** Task requirements **
Note each line in the data holding the string "that" and report it.

*** Information provided

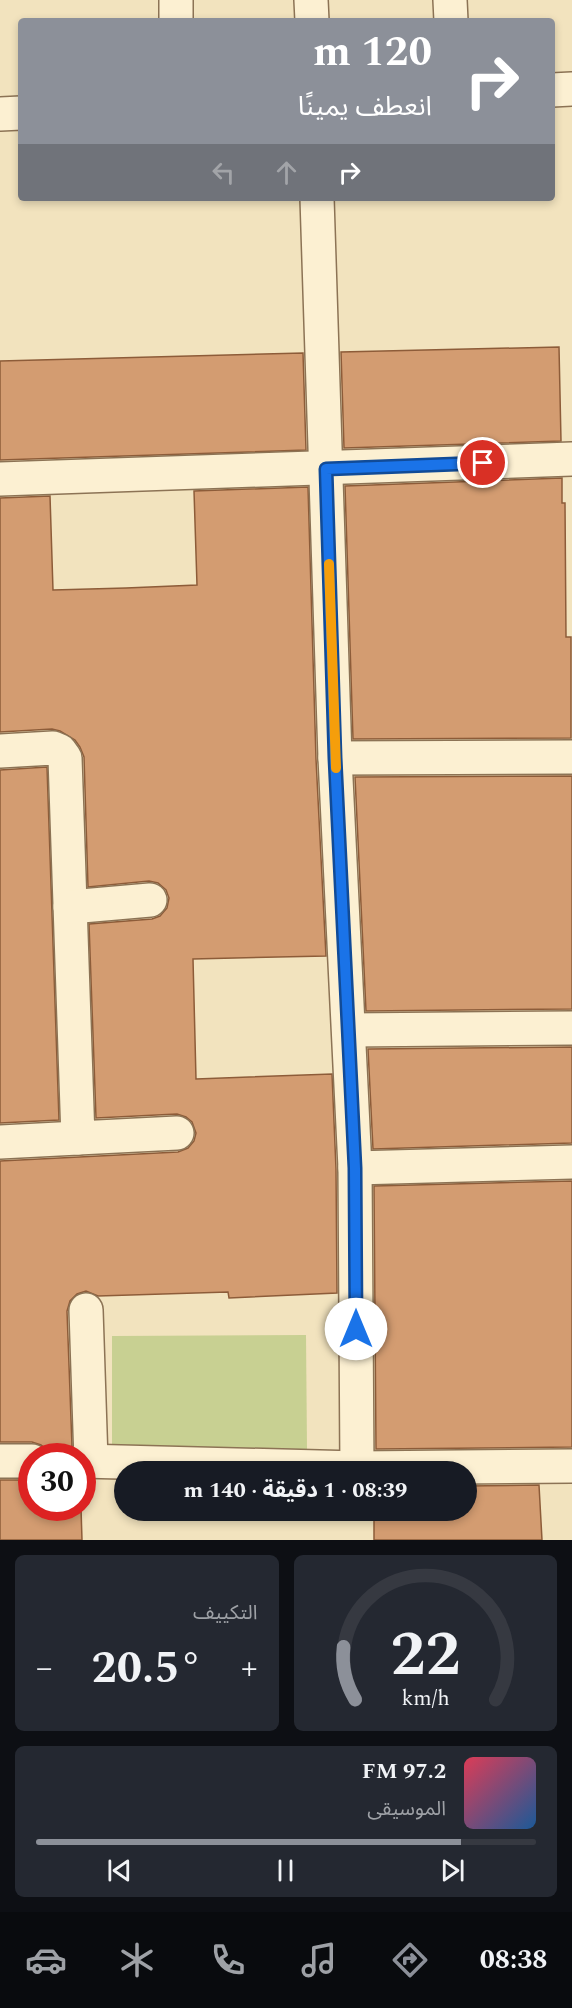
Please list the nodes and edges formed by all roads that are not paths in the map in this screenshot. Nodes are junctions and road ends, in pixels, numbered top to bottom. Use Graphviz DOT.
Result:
graph roads {
  1 [pos="176,0"];
  2 [pos="311,0"];
  3 [pos="450,0"];
  4 [pos="176,18"];
  5 [pos="312,18"];
  6 [pos="451,18"];
  7 [pos="572,89"];
  8 [pos="555,90"];
  9 [pos="18,113"];
  10 [pos="0,114"];
  11 [pos="317,201"];
  12 [pos="572,459"];
  13 [pos="326,469"];
  14 [pos="0,479"];
  15 [pos="0,751"];
  16 [pos="572,757"];
  17 [pos="335,758"];
  18 [pos="150,900"];
  19 [pos="70,907"];
  20 [pos="572,1028"];
  21 [pos="349,1029"];
  22 [pos="177,1133"];
  23 [pos="78,1138"];
  24 [pos="0,1142"];
  25 [pos="572,1162"];
  26 [pos="355,1168"];
  27 [pos="86,1310"];
  28 [pos="87,1443"];
  29 [pos="0,1461"];
  30 [pos="18,1461"];
  31 [pos="96,1461"];
  32 [pos="357,1461"];
  33 [pos="114,1462"];
  34 [pos="572,1466"];
  35 [pos="477,1467"];
  1 -- 4 [label="street"];
  2 -- 5 [label="street"];
  3 -- 6 [label="street"];
  7 -- 8 [label="street"];
  9 -- 10 [label="street"];
  11 -- 13 [label="street"];
  12 -- 13 [label="street"];
  13 -- 14 [label="street"];
  13 -- 17 [label="street"];
  15 -- 19 [label="street"];
  16 -- 17 [label="street"];
  17 -- 21 [label="street"];
  18 -- 19 [label="street"];
  19 -- 23 [label="street"];
  20 -- 21 [label="street"];
  21 -- 26 [label="street"];
  22 -- 23 [label="street"];
  23 -- 24 [label="street"];
  25 -- 26 [label="street"];
  26 -- 32 [label="street"];
  27 -- 28 [label="street"];
  29 -- 30 [label="street"];
  31 -- 33 [label="street"];
  34 -- 35 [label="street"];
}
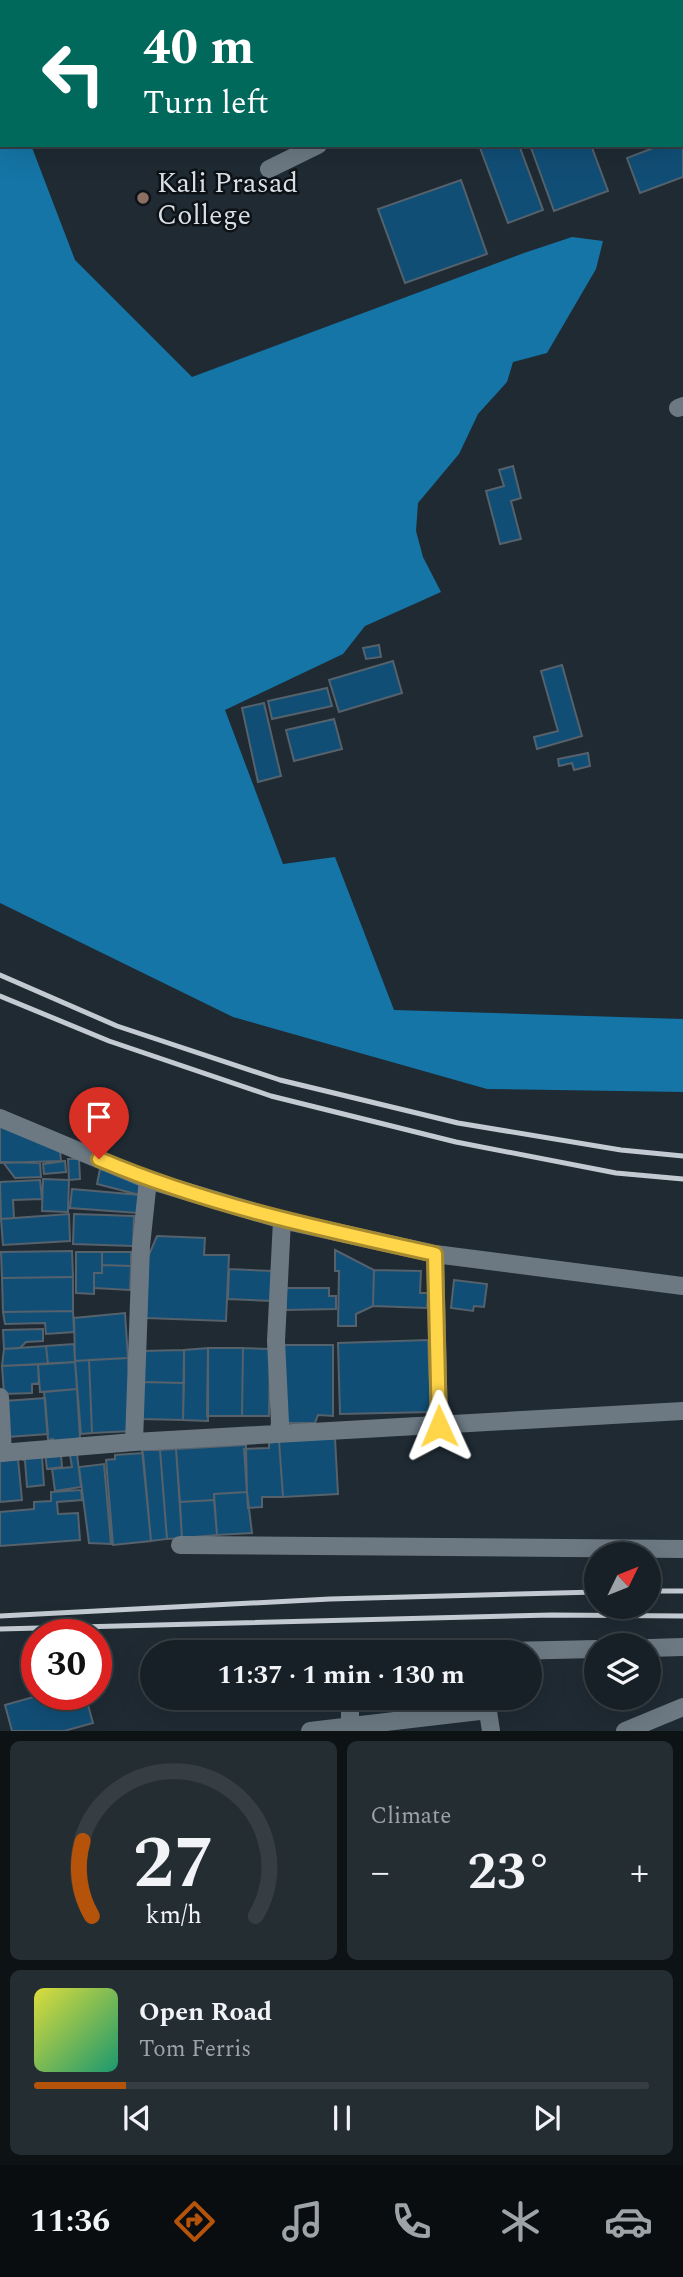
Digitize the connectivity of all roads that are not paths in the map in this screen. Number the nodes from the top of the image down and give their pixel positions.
1 (314, 147) edge
2 (269, 169) dead end
3 (0, 1118) edge
4 (148, 1180) junction
5 (282, 1220) junction
6 (435, 1254) junction
7 (683, 1286) edge
8 (0, 1397) edge
9 (683, 1412) edge
10 (439, 1426) junction
11 (278, 1434) junction
12 (134, 1442) junction
13 (1, 1453) edge
14 (180, 1545) dead end
15 (683, 1549) edge
16 (683, 1647) edge
17 (661, 1648) edge
18 (584, 1649) edge
19 (542, 1650) edge
20 (683, 1707) edge
21 (350, 1710) edge
22 (454, 1710) edge
23 (488, 1710) edge
24 (350, 1729) edge
25 (310, 1731) edge
26 (491, 1731) edge
27 (625, 1731) edge

1 - 2 street
3 - 4 street
4 - 5 street
4 - 12 street
5 - 6 street
5 - 11 street
6 - 7 street
6 - 10 street
8 - 13 street
9 - 10 street
10 - 11 street
11 - 12 street
12 - 13 street
14 - 15 street
16 - 17 street
18 - 19 street
20 - 27 street
21 - 24 street
22 - 24 street
23 - 26 street
24 - 25 street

******

** Result **
Please list the nodes and edges formed by all roads that are not paths in the map in this screenshot. Nodes are junctions and road ends, in pixels, numbered top to bottom. Use Graphviz DOT.
Digitize the connectivity of all roads that are not paths in the map in this screen. Number the nodes from the top of the image down and give their pixel positions.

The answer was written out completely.